In the entries below, how many lines hold the string "dead"? Answer with the number only.

** Opening Data for this exercise block **

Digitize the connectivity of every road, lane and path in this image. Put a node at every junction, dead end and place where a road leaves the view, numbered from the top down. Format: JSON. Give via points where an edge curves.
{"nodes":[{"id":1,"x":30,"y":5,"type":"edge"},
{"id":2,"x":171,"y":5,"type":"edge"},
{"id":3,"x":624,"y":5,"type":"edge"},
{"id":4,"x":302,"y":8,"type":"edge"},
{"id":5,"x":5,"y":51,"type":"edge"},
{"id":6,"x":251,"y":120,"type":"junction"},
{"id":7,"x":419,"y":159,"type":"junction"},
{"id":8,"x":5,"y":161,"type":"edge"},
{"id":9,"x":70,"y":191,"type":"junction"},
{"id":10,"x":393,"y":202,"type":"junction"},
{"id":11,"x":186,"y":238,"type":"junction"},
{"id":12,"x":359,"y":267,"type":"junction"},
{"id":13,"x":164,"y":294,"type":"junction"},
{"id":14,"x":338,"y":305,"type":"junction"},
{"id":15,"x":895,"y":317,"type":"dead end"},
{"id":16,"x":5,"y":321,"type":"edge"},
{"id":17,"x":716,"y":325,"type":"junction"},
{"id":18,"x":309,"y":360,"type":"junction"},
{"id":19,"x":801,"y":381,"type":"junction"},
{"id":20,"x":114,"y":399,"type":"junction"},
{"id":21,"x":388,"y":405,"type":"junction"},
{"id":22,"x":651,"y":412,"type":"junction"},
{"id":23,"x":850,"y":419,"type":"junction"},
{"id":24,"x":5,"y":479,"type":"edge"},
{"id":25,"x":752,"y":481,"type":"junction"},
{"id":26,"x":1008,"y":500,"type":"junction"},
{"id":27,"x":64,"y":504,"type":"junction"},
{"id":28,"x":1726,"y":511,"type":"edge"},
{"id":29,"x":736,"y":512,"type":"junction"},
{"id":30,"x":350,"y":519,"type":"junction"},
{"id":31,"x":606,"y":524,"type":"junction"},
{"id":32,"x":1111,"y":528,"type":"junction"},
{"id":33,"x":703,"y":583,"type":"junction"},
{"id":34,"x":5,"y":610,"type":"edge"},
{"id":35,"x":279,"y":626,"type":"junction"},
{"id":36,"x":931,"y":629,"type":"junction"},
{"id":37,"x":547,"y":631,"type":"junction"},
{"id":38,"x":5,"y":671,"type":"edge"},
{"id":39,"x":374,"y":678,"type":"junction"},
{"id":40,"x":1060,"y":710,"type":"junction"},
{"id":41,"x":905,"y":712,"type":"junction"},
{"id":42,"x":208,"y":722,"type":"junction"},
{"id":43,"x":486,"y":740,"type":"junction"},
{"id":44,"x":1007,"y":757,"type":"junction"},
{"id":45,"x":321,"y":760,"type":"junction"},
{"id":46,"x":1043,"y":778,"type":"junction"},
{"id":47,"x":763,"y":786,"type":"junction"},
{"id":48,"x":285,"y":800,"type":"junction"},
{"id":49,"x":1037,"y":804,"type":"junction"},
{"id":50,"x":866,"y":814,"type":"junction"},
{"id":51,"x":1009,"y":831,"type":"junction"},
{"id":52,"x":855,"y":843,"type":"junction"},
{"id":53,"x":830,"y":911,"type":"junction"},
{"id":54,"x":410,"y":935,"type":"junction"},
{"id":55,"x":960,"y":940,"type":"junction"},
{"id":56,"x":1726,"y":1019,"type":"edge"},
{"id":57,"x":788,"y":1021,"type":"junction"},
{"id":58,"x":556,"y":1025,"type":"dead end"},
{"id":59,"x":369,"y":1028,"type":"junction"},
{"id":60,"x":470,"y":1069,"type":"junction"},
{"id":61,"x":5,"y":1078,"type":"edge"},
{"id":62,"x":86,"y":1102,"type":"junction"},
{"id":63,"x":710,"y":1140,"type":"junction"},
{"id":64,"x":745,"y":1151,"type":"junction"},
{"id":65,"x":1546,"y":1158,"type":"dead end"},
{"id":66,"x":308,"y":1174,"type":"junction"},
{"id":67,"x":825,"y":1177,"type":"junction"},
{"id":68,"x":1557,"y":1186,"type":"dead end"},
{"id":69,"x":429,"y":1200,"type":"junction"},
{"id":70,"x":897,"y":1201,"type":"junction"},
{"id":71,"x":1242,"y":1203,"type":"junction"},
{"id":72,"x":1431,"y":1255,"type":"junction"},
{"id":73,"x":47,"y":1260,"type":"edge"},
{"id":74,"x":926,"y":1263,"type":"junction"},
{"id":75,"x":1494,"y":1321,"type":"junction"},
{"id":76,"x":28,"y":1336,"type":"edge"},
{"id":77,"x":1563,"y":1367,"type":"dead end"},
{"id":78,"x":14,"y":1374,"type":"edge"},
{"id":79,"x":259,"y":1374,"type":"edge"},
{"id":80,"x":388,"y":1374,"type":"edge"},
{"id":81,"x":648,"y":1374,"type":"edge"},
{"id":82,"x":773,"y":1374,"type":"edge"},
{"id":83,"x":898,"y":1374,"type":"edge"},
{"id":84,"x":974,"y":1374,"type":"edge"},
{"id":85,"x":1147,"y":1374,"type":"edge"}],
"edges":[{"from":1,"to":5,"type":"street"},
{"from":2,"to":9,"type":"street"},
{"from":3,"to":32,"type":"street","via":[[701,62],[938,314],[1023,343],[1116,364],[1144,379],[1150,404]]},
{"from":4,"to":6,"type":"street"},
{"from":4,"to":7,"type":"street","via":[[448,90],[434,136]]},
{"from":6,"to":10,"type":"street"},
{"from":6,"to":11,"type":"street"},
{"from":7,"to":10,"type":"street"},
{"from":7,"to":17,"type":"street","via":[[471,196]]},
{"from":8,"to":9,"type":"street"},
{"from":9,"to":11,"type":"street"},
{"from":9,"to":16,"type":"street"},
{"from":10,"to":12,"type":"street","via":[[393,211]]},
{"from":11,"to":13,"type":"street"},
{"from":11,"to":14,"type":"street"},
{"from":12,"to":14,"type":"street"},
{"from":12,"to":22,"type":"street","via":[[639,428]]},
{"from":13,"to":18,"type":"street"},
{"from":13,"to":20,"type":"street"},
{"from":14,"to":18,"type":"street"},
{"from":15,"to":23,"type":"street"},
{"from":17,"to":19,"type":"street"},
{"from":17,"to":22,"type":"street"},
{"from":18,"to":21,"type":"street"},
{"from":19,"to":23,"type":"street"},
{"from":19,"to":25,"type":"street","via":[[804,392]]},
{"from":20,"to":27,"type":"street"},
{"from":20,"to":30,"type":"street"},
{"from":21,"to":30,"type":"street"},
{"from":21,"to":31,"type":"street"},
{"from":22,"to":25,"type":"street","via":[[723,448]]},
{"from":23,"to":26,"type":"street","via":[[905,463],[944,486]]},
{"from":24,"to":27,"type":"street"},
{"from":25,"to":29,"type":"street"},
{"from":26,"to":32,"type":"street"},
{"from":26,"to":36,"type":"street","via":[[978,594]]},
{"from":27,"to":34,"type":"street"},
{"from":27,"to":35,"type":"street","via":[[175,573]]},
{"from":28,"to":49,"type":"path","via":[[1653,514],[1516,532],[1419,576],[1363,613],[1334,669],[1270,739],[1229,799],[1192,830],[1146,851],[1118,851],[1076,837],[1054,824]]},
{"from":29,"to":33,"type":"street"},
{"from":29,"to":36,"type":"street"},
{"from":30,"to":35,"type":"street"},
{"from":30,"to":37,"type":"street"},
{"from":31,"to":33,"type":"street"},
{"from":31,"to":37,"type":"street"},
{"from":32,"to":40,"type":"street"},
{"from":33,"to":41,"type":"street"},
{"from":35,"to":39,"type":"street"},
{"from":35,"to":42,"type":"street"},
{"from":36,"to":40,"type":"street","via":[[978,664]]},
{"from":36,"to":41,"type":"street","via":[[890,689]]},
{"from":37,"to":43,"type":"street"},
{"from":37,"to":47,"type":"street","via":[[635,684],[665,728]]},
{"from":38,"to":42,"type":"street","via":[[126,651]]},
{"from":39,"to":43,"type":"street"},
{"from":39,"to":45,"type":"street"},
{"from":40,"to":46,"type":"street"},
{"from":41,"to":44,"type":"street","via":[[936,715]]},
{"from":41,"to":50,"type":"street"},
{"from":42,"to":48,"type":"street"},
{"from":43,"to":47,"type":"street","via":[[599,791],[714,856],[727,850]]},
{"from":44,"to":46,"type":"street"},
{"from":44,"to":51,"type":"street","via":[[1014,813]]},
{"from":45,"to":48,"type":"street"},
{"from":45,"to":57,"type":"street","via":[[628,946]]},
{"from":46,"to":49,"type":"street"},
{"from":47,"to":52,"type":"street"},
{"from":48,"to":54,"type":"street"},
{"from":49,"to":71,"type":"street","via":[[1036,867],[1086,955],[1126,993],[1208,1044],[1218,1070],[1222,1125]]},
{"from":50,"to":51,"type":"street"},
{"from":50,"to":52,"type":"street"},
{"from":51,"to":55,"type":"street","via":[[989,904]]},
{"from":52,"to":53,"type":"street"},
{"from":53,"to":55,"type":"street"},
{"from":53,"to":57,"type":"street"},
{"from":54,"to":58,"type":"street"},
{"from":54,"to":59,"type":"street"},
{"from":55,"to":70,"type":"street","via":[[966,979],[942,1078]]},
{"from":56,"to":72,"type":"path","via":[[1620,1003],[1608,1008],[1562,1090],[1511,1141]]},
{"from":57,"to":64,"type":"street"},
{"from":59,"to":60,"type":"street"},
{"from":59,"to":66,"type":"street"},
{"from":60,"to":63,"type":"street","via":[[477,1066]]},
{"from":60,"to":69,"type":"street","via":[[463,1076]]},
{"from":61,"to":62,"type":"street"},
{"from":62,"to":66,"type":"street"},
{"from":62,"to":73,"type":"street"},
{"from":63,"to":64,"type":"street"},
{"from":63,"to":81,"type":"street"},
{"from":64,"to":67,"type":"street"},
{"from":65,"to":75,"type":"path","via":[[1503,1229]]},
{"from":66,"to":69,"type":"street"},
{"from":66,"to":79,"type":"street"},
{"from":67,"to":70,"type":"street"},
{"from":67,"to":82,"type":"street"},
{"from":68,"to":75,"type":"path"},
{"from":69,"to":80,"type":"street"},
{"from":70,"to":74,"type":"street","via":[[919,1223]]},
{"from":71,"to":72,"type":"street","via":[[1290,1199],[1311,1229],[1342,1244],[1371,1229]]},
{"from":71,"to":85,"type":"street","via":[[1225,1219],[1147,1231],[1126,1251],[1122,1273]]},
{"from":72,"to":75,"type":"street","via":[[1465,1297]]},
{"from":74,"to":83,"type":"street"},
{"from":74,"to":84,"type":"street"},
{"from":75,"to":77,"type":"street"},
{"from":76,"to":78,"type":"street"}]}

** Closing Data for this exercise block **

Solution: 6